12.3. Export Control. Disclosure of Protected Material shall be subject to all applicable laws and regulations relating to the export of technical data contained in such Protective Material, including the release of such technical data to foreign persons or nationals in the United States or elsewhere. The Producing Party shall be responsible for identifying any such controlled technical data, and the Receiving Party shall take measures necessary to ensure compliance.

12.4. Filing Protected Material. Without written permission from the Designating Party or a court order secured after appropriate notice to all interested persons, a Party may not file in the public record in this action any Protected Material. A Party that seeks to file under seal any Protected Material must comply with Civil Local Rule 79-5. Protected Material may only be filed under seal pursuant to a court order authorizing the sealing of the specific Protected Material at issue. Pursuant to Civil Local Rule 79-5, a sealing order will issue only upon a request establishing that the Protected Material at issue is privileged, protectable as a trade secret, or otherwise entitled to protection under the law. If a Receiving Party's request to file Protected Material under seal pursuant to Civil Local Rule 79-5(d) is denied by the court, then the Receiving party may file the Protected Material in the public record pursuant to Civil Local Rule 79-5(e) unless otherwise instructed by the court.

13. FINAL DISPOSITION

Within sixty (60) days after the final disposition of this action, as defined in paragraph 4, each Receiving Party shall return all Protected Material to the Producing Party or destroy it. As used in this subdivision, "all Protected Material" includes all copies, abstracts, compilations, summaries and any other format reproducing or capturing any of the Protected Material. Whether the Protected Material is returned or destroyed, the Receiving Party must submit a written certification to the Producing Party (and, if not the same person or entity, to the Designation Party) by the 60-day deadline that (1) identifies (by category, where appropriate) all the Protected Material that was returned or destroyed and (2) affirms that the Receiving Party has not retained any copies, abstracts, compilations, summaries, or other format of reproducing or capturing any of the Protected Material. Notwithstanding this provision, Outside Counsel of Record are entitled to retain an archival copy of all pleadings, motion papers, trial, deposition and hearing transcripts, legal memoranda, correspondence, deposition and trial exhibits, expert reports, attorney work product, and consultant and expert work product, even is such materials contain Protected Material. Any such archival copies that contain or constitute Protected Material remain subject to this Protective Order as set forth in Section 4 (DURATION).

EXHIBIT A

ACKNOWLEDGMENT AND AGREEMENT TO BE BOUND

I, ___________________________________________________ [print or type full name], of [print or type full address], declare under penalty of perjury that I have read in its entirety and understand the Stipulated Protective Order that was issued by the United States District Court for the Central District of California on ___________ [date] in the case of Clark v. Herbalife International, Inc. and Herbalife International of America, Inc. , Case No. CV 12-08982 PSG (CWx).

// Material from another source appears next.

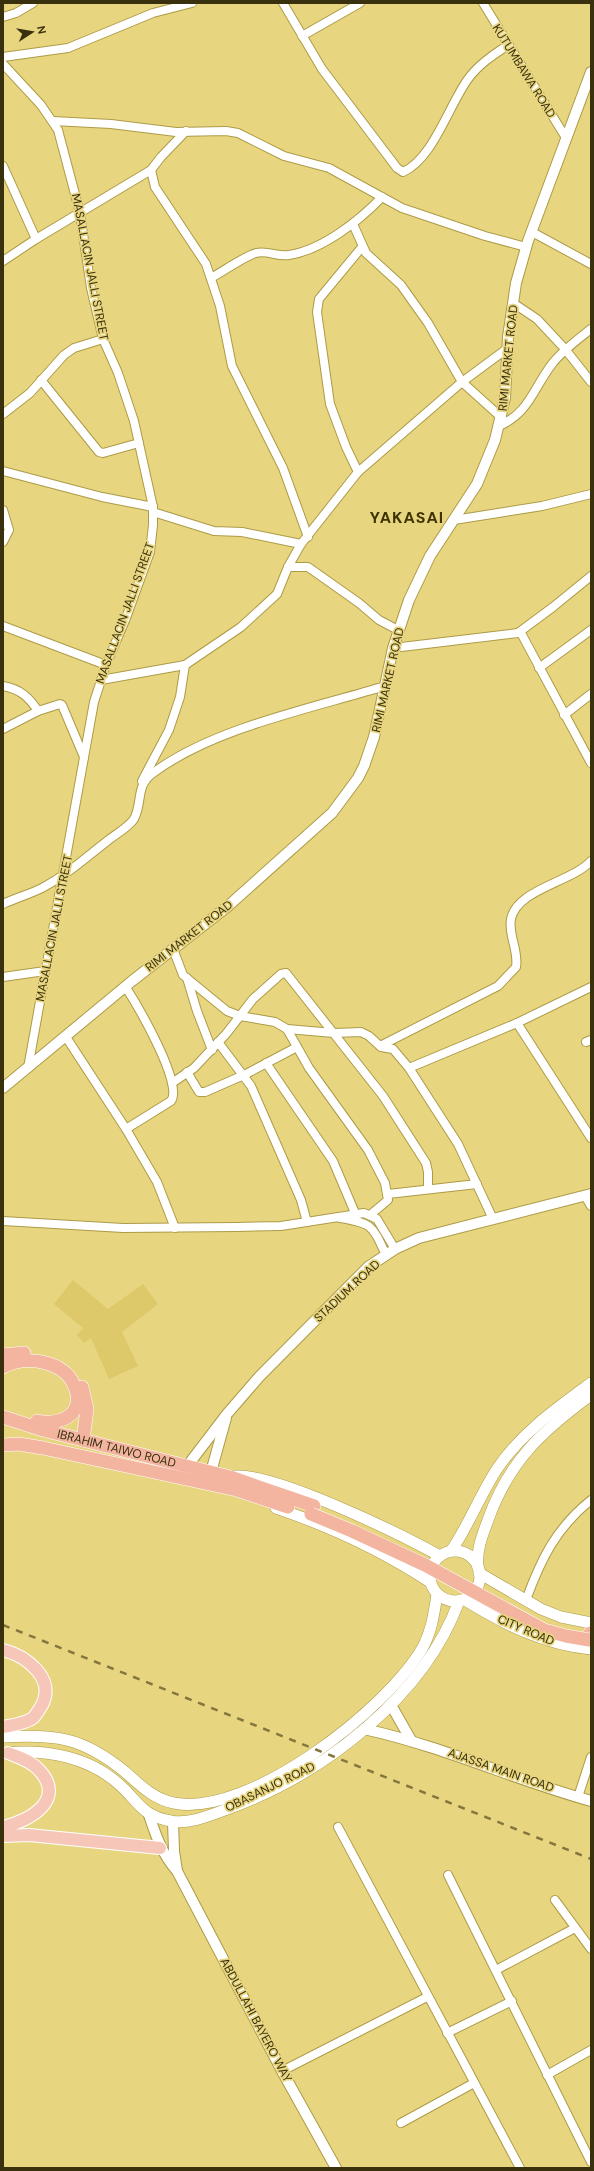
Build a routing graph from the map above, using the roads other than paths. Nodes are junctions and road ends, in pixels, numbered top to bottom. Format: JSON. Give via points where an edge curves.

I agree to comply with and to be bound by all the terms of this Stipulated Protective Order and I understand and acknowledge that failure to so comply could expose me to sanctions and punishment in the nature of contempt. I solemnly promise that I will not disclose in any manner any information or item that is subject to this Stipulated Protective Order to any person or entity except in strict compliance with the provisions of this Order.

I further agree to submit to the jurisdiction of the United States District Court for the Central District of California for the purpose of enforcing the terms of this Stipulated Protective Order, even if such enforcement proceedings occur after termination of this action.

I hereby appoint_________________ [print or type full name] of _______________________________[print or type full address and telephone number] as my California agent for service of process in connection with this action or any proceedings related to enforcement of this Stipulated Protective Order.